Quote:
Originally Posted by Sliver
You'd be amazed at how compassion fatigue can erode the biggest of hearts after you've tried to help a few people through addiction issues as they rocket toward their own annihilation as everyone who cares about them gets repeatedly burned. Too many people are callously (unintentionally, for sure) oblivious to the destruction one addict can cause to an entire circle of people. It's frustrating to hear people talk about using nicer words to describe a whirling dervish hellbent on ruining their own lives and scarring (and scaring) the people around them for months and years on end, yet who are quick to be "shocked" at how the actual victims (sober people just trying to navigate life, which as we all know, isn't easy for anybody) can and do have an end to their rope.

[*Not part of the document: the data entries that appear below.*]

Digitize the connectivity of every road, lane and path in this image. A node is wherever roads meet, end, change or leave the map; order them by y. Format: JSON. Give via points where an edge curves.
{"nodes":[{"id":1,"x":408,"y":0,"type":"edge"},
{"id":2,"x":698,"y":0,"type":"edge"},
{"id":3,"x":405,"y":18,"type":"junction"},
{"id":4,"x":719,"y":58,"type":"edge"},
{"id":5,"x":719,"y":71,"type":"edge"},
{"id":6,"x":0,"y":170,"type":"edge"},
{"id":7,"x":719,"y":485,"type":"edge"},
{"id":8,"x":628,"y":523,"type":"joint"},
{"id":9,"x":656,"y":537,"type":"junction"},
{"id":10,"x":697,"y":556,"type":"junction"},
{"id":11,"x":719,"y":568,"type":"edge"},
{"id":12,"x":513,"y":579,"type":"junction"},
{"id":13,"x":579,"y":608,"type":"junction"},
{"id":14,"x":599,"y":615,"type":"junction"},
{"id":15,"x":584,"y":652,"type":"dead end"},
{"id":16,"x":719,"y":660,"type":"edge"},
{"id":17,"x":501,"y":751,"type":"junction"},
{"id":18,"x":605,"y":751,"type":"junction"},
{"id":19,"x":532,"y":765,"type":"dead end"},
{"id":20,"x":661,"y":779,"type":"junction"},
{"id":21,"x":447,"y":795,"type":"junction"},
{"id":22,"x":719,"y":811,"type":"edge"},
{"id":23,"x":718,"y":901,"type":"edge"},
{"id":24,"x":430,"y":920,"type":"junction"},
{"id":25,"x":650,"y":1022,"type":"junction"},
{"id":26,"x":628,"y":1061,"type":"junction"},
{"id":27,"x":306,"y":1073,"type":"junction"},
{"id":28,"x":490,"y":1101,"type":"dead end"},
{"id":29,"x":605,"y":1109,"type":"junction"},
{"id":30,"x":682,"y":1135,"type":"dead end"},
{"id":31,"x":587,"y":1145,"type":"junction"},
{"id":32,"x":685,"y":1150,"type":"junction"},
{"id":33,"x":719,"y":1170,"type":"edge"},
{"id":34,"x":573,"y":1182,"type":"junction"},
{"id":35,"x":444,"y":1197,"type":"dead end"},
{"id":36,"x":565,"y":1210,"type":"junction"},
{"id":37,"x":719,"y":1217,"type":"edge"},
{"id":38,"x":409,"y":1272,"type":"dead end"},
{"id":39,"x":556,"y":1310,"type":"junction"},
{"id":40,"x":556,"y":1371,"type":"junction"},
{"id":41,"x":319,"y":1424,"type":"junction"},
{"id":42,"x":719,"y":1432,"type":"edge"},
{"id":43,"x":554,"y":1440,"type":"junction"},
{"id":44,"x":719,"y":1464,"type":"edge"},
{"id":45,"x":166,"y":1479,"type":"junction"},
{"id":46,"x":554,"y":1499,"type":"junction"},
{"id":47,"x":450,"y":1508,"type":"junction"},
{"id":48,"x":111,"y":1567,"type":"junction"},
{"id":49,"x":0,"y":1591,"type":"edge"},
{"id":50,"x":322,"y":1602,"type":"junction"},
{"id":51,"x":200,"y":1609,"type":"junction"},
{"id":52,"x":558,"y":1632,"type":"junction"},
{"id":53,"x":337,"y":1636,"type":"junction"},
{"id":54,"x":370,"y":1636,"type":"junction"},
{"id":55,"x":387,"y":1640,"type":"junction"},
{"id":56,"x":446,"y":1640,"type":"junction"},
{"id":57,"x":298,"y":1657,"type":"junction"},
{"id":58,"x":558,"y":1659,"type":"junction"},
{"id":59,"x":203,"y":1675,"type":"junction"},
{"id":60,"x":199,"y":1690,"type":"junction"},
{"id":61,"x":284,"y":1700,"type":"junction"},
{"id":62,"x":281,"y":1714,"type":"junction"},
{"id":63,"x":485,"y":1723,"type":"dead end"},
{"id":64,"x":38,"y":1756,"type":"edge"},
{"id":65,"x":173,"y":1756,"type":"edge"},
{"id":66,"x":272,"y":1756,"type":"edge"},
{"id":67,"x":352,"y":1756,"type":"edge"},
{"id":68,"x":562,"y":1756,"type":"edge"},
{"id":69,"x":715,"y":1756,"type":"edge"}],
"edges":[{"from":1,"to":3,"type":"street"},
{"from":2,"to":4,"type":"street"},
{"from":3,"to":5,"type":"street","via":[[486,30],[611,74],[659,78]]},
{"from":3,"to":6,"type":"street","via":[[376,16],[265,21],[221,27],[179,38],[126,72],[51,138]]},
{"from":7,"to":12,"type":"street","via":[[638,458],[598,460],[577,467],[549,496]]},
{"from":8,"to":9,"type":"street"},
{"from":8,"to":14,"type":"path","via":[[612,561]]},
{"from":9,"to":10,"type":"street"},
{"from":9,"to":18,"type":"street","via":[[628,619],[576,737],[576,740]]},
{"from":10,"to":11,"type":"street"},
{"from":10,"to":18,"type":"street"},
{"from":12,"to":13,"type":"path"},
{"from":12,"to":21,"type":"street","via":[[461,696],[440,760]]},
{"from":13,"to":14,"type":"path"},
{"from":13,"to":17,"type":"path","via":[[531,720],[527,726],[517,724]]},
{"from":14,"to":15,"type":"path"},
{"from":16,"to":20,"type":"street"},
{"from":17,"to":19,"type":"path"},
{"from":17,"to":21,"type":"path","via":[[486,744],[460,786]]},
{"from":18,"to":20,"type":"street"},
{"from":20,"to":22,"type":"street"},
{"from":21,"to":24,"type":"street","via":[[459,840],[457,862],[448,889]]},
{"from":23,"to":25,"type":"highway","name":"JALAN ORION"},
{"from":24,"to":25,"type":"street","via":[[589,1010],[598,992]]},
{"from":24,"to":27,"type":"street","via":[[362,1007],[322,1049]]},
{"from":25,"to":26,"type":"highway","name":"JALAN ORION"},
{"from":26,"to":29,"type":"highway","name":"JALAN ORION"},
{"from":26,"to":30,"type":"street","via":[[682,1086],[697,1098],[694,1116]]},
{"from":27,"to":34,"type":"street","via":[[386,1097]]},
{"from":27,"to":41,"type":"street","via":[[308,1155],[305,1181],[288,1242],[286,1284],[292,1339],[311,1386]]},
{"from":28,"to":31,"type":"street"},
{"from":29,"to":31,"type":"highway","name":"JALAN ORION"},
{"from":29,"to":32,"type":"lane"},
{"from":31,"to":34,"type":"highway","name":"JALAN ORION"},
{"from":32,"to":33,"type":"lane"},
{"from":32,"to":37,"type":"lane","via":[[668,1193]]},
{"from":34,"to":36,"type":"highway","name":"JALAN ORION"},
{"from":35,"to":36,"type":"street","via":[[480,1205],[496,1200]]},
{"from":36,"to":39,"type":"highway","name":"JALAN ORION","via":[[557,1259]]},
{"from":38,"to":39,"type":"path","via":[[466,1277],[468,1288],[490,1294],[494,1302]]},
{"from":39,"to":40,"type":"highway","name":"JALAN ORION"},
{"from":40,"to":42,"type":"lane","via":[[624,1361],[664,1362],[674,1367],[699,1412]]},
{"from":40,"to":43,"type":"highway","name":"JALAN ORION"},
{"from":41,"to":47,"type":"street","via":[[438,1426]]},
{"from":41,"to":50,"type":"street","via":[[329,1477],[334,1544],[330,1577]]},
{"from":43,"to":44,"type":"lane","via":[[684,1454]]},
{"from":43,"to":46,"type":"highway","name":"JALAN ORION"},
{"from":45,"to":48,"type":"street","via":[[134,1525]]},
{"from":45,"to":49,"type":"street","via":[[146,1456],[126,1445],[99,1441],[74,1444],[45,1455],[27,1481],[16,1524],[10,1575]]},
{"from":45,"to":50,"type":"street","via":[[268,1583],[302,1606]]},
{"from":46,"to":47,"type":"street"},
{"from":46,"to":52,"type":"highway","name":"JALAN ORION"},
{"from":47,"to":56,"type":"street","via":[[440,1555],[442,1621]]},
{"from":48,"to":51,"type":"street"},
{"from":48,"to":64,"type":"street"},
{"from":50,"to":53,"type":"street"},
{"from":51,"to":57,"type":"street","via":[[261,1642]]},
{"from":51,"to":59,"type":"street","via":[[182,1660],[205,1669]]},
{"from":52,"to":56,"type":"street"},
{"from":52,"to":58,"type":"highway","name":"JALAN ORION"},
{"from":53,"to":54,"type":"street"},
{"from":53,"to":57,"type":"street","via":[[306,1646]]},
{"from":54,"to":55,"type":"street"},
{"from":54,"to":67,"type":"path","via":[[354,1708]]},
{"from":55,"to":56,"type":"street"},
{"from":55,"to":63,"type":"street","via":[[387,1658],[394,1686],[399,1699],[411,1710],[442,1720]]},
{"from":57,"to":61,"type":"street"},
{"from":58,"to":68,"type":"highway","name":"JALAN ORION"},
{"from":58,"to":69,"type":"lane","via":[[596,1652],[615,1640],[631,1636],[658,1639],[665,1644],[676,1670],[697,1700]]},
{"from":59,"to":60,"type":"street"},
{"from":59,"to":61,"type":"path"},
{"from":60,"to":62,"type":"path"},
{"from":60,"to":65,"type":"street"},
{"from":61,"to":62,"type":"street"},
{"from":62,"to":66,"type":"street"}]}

Do addicts deserve compassion? Yes. But there is only so much compassion any one of us are capable of giving and I suggest the better approach is to reserve the bulk of your compassion for the 25+ people being hurt on an ongoing basis by every one addict. At least the addict gets high, doesn't have to work, and can just do whatever the #### they want whenever the #### they want. That seems a lot more fun than sneaking to meeting rooms in an office to place a few calls during the day to manage the affairs of an addict, then spending evenings and weekends ####ing around cleaning up their messes while trying to be supportive of an individual who makes detrimental decision after detrimental decision.
I would love to have a softer approach to these people. I didn't start out jaded. I was beat down into it and now I'm just realistic and I don't appreciate the lack of concern for family and friends of addicts - let alone the public at large - versus the ridiculous amount of care and compassion we're supposed to expel from this magical bottomless pit of concern we're supposed to somehow have. And how much time do you think we should all be dedicating to holding some meth addicts hands through their nonsense? Should I take away two hours a week from my family? Guy, in my experience it's double that a day when things go sideways. So now my kids are out a dad, my wife is out a husband and I'm stressed to the max because you want me to have unending compassion for a druggie. No, thanks. Tried that and it's hopeless.
We need to get them the #### off the streets. Just like you'd do with anybody else who broke the law over and over. So, yeah, we're beyond platitudes. It's time for tangible solutions and everything else is getting frightening close to the Southpark-sniffing-farts-out-of-a-wine-glass gif (which I'm not going to go so far as to accuse you of or do you the disrespect of posting that gif).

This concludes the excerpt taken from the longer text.